YOUR INSTRUCTIONS: The output should be every line below, retyped exactly, with no images.

Stored records:
------------------------------------
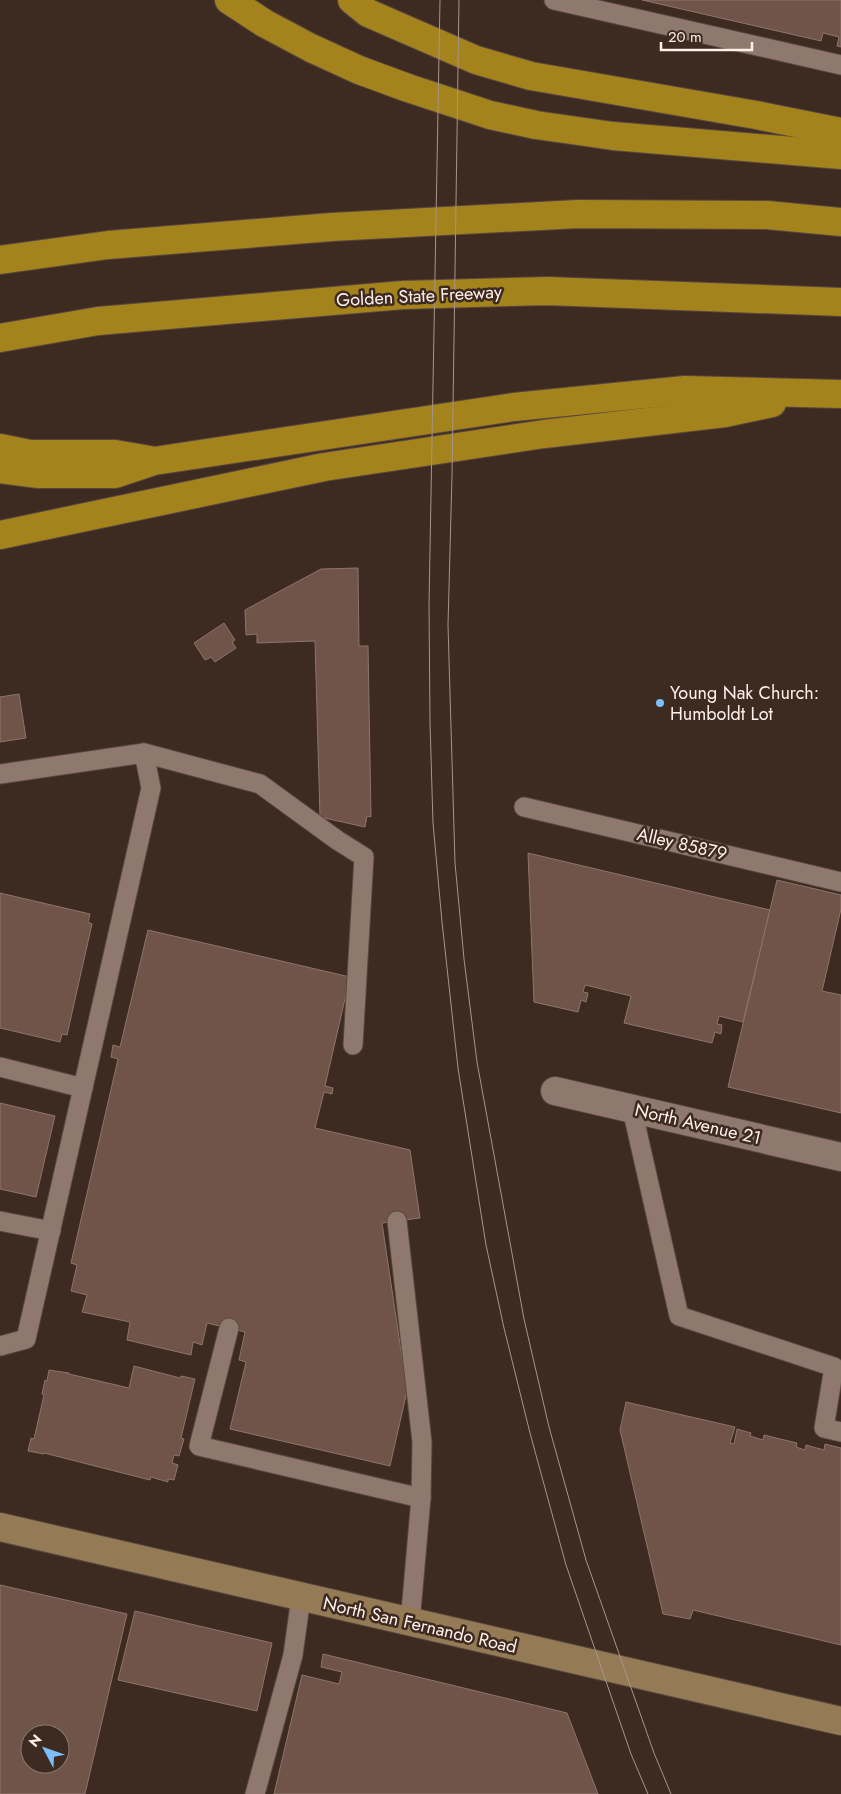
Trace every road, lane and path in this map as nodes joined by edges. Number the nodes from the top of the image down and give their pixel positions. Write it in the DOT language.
graph roads {
  1 [pos="229,0"];
  2 [pos="352,0"];
  3 [pos="554,0"];
  4 [pos="841,65"];
  5 [pos="841,132"];
  6 [pos="841,155"];
  7 [pos="841,222"];
  8 [pos="0,260"];
  9 [pos="841,302"];
  10 [pos="0,338"];
  11 [pos="828,394"];
  12 [pos="0,448"];
  13 [pos="154,461"];
  14 [pos="0,469"];
  15 [pos="0,535"];
  16 [pos="144,752"];
  17 [pos="0,774"];
  18 [pos="524,807"];
  19 [pos="841,882"];
  20 [pos="353,1045"];
  21 [pos="0,1067"];
  22 [pos="83,1088"];
  23 [pos="555,1091"];
  24 [pos="632,1109"];
  25 [pos="841,1158"];
  26 [pos="0,1221"];
  27 [pos="397,1221"];
  28 [pos="51,1230"];
  29 [pos="229,1328"];
  30 [pos="0,1346"];
  31 [pos="841,1432"];
  32 [pos="421,1498"];
  33 [pos="0,1527"];
  34 [pos="301,1598"];
  35 [pos="410,1623"];
  36 [pos="841,1721"];
  37 [pos="255,1794"];
  1 -- 6 [label="highway"];
  2 -- 5 [label="highway"];
  3 -- 4 [label="lane"];
  7 -- 8 [label="highway"];
  9 -- 10 [label="highway, Golden State Freeway"];
  11 -- 13 [label="highway"];
  11 -- 15 [label="highway"];
  12 -- 13 [label="highway"];
  13 -- 14 [label="highway"];
  16 -- 17 [label="lane"];
  16 -- 20 [label="lane"];
  16 -- 22 [label="lane"];
  18 -- 19 [label="lane, Alley 85879"];
  21 -- 22 [label="lane"];
  22 -- 28 [label="lane"];
  23 -- 24 [label="street, North Avenue 21"];
  24 -- 25 [label="street, North Avenue 21"];
  24 -- 31 [label="lane"];
  26 -- 28 [label="lane"];
  27 -- 32 [label="lane"];
  28 -- 30 [label="lane"];
  29 -- 32 [label="lane"];
  32 -- 35 [label="lane"];
  33 -- 34 [label="main road, North San Fernando Road"];
  34 -- 35 [label="main road, North San Fernando Road"];
  34 -- 37 [label="lane"];
  35 -- 36 [label="main road, North San Fernando Road"];
}
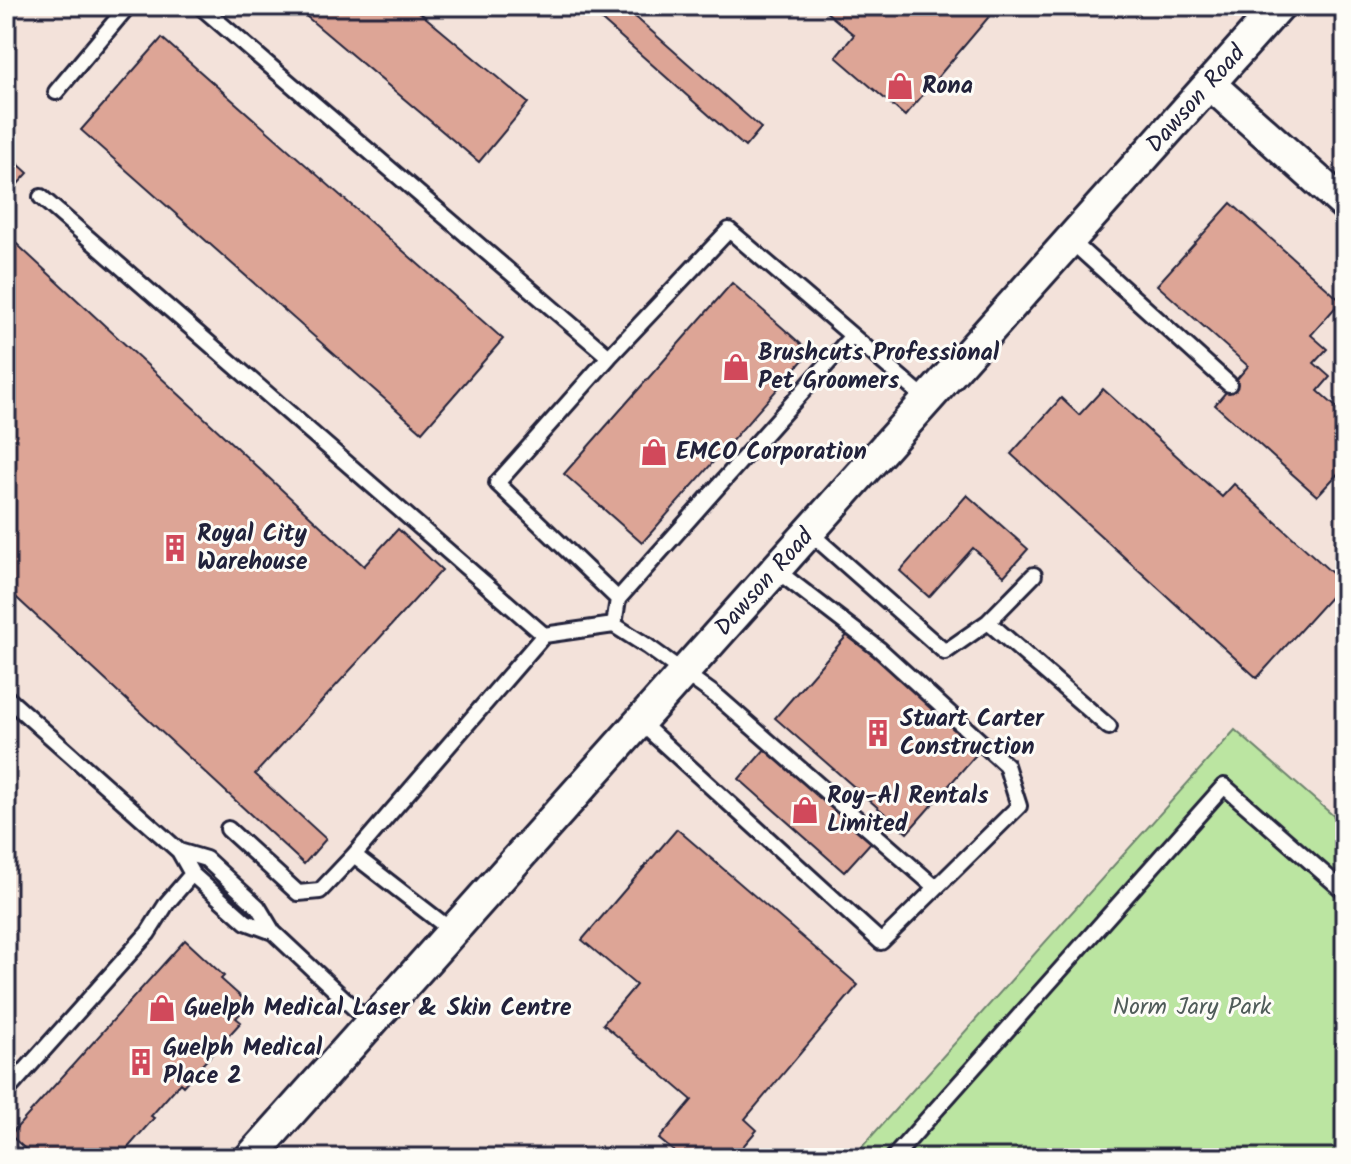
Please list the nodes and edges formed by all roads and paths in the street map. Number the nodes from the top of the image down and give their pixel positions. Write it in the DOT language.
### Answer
graph roads {
  1 [pos="128,6"];
  2 [pos="200,6"];
  3 [pos="1279,6"];
  4 [pos="1210,84"];
  5 [pos="56,92"];
  6 [pos="41,197"];
  7 [pos="1345,205"];
  8 [pos="1070,240"];
  9 [pos="852,336"];
  10 [pos="609,357"];
  11 [pos="1229,384"];
  12 [pos="927,400"];
  13 [pos="809,532"];
  14 [pos="776,570"];
  15 [pos="1034,575"];
  16 [pos="618,599"];
  17 [pos="988,622"];
  18 [pos="614,625"];
  19 [pos="544,635"];
  20 [pos="684,672"];
  21 [pos="6,697"];
  22 [pos="639,721"];
  23 [pos="1109,727"];
  24 [pos="228,829"];
  25 [pos="179,851"];
  26 [pos="354,855"];
  27 [pos="192,874"];
  28 [pos="935,887"];
  29 [pos="1345,892"];
  30 [pos="452,931"];
  31 [pos="273,932"];
  32 [pos="370,1023"];
  33 [pos="6,1092"];
  34 [pos="250,1158"];
  35 [pos="893,1158"];
  1 -- 5 [label="lane"];
  2 -- 10 [label="lane"];
  3 -- 4 [label="street, Dawson Road"];
  4 -- 7 [label="street"];
  4 -- 8 [label="street, Dawson Road"];
  6 -- 19 [label="lane"];
  8 -- 11 [label="lane"];
  8 -- 12 [label="street, Dawson Road"];
  9 -- 10 [label="lane"];
  9 -- 12 [label="lane"];
  9 -- 16 [label="lane"];
  10 -- 16 [label="lane"];
  12 -- 13 [label="street, Dawson Road"];
  13 -- 14 [label="street, Dawson Road"];
  13 -- 17 [label="lane"];
  14 -- 20 [label="street, Dawson Road"];
  14 -- 28 [label="lane"];
  15 -- 17 [label="lane"];
  16 -- 18 [label="lane"];
  17 -- 23 [label="lane"];
  18 -- 19 [label="lane"];
  18 -- 20 [label="lane"];
  19 -- 26 [label="lane"];
  20 -- 22 [label="street, Dawson Road"];
  20 -- 28 [label="lane"];
  21 -- 25 [label="lane"];
  22 -- 28 [label="lane"];
  22 -- 30 [label="street, Dawson Road"];
  24 -- 26 [label="lane"];
  25 -- 27 [label="lane"];
  25 -- 31 [label="lane"];
  26 -- 30 [label="lane"];
  27 -- 31 [label="lane"];
  27 -- 33 [label="lane"];
  29 -- 35 [label="lane"];
  30 -- 32 [label="street, Dawson Road"];
  31 -- 32 [label="lane"];
  32 -- 34 [label="street, Dawson Road"];
}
------------------------------------
ANSWER FOR THIS EXERCISE:
Trace every road, lane and path in this map as nodes joined by edges. Number the nodes from the top of the image down and give their pixel positions. Write it in the DOT language.
graph roads {
  1 [pos="229,0"];
  2 [pos="352,0"];
  3 [pos="554,0"];
  4 [pos="841,65"];
  5 [pos="841,132"];
  6 [pos="841,155"];
  7 [pos="841,222"];
  8 [pos="0,260"];
  9 [pos="841,302"];
  10 [pos="0,338"];
  11 [pos="828,394"];
  12 [pos="0,448"];
  13 [pos="154,461"];
  14 [pos="0,469"];
  15 [pos="0,535"];
  16 [pos="144,752"];
  17 [pos="0,774"];
  18 [pos="524,807"];
  19 [pos="841,882"];
  20 [pos="353,1045"];
  21 [pos="0,1067"];
  22 [pos="83,1088"];
  23 [pos="555,1091"];
  24 [pos="632,1109"];
  25 [pos="841,1158"];
  26 [pos="0,1221"];
  27 [pos="397,1221"];
  28 [pos="51,1230"];
  29 [pos="229,1328"];
  30 [pos="0,1346"];
  31 [pos="841,1432"];
  32 [pos="421,1498"];
  33 [pos="0,1527"];
  34 [pos="301,1598"];
  35 [pos="410,1623"];
  36 [pos="841,1721"];
  37 [pos="255,1794"];
  1 -- 6 [label="highway"];
  2 -- 5 [label="highway"];
  3 -- 4 [label="lane"];
  7 -- 8 [label="highway"];
  9 -- 10 [label="highway, Golden State Freeway"];
  11 -- 13 [label="highway"];
  11 -- 15 [label="highway"];
  12 -- 13 [label="highway"];
  13 -- 14 [label="highway"];
  16 -- 17 [label="lane"];
  16 -- 20 [label="lane"];
  16 -- 22 [label="lane"];
  18 -- 19 [label="lane, Alley 85879"];
  21 -- 22 [label="lane"];
  22 -- 28 [label="lane"];
  23 -- 24 [label="street, North Avenue 21"];
  24 -- 25 [label="street, North Avenue 21"];
  24 -- 31 [label="lane"];
  26 -- 28 [label="lane"];
  27 -- 32 [label="lane"];
  28 -- 30 [label="lane"];
  29 -- 32 [label="lane"];
  32 -- 35 [label="lane"];
  33 -- 34 [label="main road, North San Fernando Road"];
  34 -- 35 [label="main road, North San Fernando Road"];
  34 -- 37 [label="lane"];
  35 -- 36 [label="main road, North San Fernando Road"];
}
Please list the nodes and edges formed by all roads and paths in the street map. Number the nodes from the top of the image down and give their pixel positions. Write it in the DOT language.
### Answer
graph roads {
  1 [pos="128,6"];
  2 [pos="200,6"];
  3 [pos="1279,6"];
  4 [pos="1210,84"];
  5 [pos="56,92"];
  6 [pos="41,197"];
  7 [pos="1345,205"];
  8 [pos="1070,240"];
  9 [pos="852,336"];
  10 [pos="609,357"];
  11 [pos="1229,384"];
  12 [pos="927,400"];
  13 [pos="809,532"];
  14 [pos="776,570"];
  15 [pos="1034,575"];
  16 [pos="618,599"];
  17 [pos="988,622"];
  18 [pos="614,625"];
  19 [pos="544,635"];
  20 [pos="684,672"];
  21 [pos="6,697"];
  22 [pos="639,721"];
  23 [pos="1109,727"];
  24 [pos="228,829"];
  25 [pos="179,851"];
  26 [pos="354,855"];
  27 [pos="192,874"];
  28 [pos="935,887"];
  29 [pos="1345,892"];
  30 [pos="452,931"];
  31 [pos="273,932"];
  32 [pos="370,1023"];
  33 [pos="6,1092"];
  34 [pos="250,1158"];
  35 [pos="893,1158"];
  1 -- 5 [label="lane"];
  2 -- 10 [label="lane"];
  3 -- 4 [label="street, Dawson Road"];
  4 -- 7 [label="street"];
  4 -- 8 [label="street, Dawson Road"];
  6 -- 19 [label="lane"];
  8 -- 11 [label="lane"];
  8 -- 12 [label="street, Dawson Road"];
  9 -- 10 [label="lane"];
  9 -- 12 [label="lane"];
  9 -- 16 [label="lane"];
  10 -- 16 [label="lane"];
  12 -- 13 [label="street, Dawson Road"];
  13 -- 14 [label="street, Dawson Road"];
  13 -- 17 [label="lane"];
  14 -- 20 [label="street, Dawson Road"];
  14 -- 28 [label="lane"];
  15 -- 17 [label="lane"];
  16 -- 18 [label="lane"];
  17 -- 23 [label="lane"];
  18 -- 19 [label="lane"];
  18 -- 20 [label="lane"];
  19 -- 26 [label="lane"];
  20 -- 22 [label="street, Dawson Road"];
  20 -- 28 [label="lane"];
  21 -- 25 [label="lane"];
  22 -- 28 [label="lane"];
  22 -- 30 [label="street, Dawson Road"];
  24 -- 26 [label="lane"];
  25 -- 27 [label="lane"];
  25 -- 31 [label="lane"];
  26 -- 30 [label="lane"];
  27 -- 31 [label="lane"];
  27 -- 33 [label="lane"];
  29 -- 35 [label="lane"];
  30 -- 32 [label="street, Dawson Road"];
  31 -- 32 [label="lane"];
  32 -- 34 [label="street, Dawson Road"];
}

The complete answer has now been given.